O conceito do Amor segundo Deus.
Assim como Paulo tinha em mente uma fé que é específica2 – é “fé… em Cristo Jesus” – ele tinha em mente um amor que também é específico – é o “amor
que têm por todos os santos”. Alguns comentaristas observam que nessa passagem fé caracteriza nosso relacionamento “vertical” com Deus, enquanto amor caracteriza
nosso relacionamento “horizontal” com outras pessoas. Isso é verdade na passagem em questão, mas seria um engano inferir a partir disso um amplo
princípio que force rigidamente a distinção. O motivo é que, entre outras coisas, o amor deve caracterizar também nosso relacionamento vertical com Deus.
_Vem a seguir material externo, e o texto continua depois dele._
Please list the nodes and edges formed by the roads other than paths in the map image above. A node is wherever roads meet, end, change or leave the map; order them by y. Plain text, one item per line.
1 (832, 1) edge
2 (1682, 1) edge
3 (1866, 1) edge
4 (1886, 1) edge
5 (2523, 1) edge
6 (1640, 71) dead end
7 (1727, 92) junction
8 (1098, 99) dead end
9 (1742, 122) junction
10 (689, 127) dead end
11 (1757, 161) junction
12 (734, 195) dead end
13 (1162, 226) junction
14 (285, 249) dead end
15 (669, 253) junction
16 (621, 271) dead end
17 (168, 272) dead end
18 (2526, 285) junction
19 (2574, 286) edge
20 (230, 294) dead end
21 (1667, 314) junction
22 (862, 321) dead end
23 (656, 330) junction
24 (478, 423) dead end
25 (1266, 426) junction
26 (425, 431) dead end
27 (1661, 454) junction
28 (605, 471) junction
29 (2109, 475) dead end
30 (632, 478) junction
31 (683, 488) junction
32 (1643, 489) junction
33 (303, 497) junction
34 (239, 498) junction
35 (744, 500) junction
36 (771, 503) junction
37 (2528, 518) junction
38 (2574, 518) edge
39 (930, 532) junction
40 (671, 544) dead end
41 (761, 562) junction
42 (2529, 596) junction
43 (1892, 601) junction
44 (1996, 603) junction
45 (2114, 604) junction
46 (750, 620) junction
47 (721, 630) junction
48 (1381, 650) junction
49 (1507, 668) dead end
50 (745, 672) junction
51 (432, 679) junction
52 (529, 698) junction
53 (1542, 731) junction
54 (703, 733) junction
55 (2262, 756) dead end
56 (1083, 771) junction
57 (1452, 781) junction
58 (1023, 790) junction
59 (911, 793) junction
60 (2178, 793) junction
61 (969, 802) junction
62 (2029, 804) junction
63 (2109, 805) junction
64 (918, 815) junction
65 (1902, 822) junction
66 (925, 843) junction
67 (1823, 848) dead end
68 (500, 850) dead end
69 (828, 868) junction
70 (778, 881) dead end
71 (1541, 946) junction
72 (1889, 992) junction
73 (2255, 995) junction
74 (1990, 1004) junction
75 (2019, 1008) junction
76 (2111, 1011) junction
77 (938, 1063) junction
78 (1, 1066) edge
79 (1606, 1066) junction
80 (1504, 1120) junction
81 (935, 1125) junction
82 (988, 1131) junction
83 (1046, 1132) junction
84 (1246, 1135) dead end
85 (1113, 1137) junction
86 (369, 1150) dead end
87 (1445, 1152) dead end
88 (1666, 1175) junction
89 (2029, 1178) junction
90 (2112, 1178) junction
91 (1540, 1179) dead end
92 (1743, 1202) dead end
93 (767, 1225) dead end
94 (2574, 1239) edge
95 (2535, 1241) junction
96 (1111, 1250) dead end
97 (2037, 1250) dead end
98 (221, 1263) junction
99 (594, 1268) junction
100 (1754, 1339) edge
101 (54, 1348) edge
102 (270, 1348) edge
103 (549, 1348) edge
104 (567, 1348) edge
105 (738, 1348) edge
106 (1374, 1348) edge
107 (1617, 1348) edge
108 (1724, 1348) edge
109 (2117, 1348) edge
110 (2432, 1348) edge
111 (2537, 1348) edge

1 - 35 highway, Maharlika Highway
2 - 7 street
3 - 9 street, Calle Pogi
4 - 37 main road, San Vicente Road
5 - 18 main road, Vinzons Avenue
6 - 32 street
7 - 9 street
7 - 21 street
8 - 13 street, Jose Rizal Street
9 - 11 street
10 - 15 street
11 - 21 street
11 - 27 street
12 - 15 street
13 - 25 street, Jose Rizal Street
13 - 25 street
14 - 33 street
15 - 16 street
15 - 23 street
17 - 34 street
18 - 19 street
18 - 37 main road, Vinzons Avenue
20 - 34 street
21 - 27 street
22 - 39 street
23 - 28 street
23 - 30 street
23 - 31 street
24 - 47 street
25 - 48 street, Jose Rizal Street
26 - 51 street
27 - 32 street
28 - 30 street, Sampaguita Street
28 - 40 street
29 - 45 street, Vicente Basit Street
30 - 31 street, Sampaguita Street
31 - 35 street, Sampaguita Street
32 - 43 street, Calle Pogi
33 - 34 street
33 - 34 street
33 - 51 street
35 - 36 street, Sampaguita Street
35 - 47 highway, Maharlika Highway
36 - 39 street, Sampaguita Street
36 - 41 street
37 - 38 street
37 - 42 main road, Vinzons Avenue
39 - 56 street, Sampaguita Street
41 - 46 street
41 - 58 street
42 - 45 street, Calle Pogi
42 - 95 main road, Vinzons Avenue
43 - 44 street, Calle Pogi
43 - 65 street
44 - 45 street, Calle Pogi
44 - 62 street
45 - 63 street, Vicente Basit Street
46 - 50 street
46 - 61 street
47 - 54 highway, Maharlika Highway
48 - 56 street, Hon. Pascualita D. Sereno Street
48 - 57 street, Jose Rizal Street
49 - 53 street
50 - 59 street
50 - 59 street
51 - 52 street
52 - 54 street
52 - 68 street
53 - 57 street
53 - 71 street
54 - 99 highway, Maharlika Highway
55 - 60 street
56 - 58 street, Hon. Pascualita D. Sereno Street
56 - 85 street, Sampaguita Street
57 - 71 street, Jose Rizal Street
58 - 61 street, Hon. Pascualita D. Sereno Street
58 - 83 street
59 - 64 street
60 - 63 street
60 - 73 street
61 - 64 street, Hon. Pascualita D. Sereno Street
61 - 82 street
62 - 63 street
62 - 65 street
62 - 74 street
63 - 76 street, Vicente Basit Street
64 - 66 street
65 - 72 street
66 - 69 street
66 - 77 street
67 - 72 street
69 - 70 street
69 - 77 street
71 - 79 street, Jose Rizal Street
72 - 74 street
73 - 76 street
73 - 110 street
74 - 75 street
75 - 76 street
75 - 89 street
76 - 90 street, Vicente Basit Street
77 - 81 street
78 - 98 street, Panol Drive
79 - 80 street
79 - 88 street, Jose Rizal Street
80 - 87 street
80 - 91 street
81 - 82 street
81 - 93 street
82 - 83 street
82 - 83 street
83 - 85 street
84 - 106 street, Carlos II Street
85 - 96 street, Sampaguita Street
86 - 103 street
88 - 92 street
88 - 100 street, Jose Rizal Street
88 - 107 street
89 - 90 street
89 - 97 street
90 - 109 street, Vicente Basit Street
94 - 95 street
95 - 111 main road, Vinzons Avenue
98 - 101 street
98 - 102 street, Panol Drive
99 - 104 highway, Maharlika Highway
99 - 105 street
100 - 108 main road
Embora a fé seja algumas vezes associada com um sentimento de confiança, ela não deve ser identificada com o sentimento em si. Antes, fé é crença nas
proposições divinamente reveladas e é em si mesma independente de sentimentos que podem oscilar. Sentir-se bem sobre uma proposição bíblica é diferente de crer
nela. Da mesma forma, embora o amor seja algumas vezes acompanhado por certas emoções, o amor em si não é uma emoção. A idéia que o amor é uma emoção, ou
está necessária e proporcionalmente associado com certas emoções, tem causado danos desastrosos ao desenvolvimento intelectual e ético de inúmeros crentes.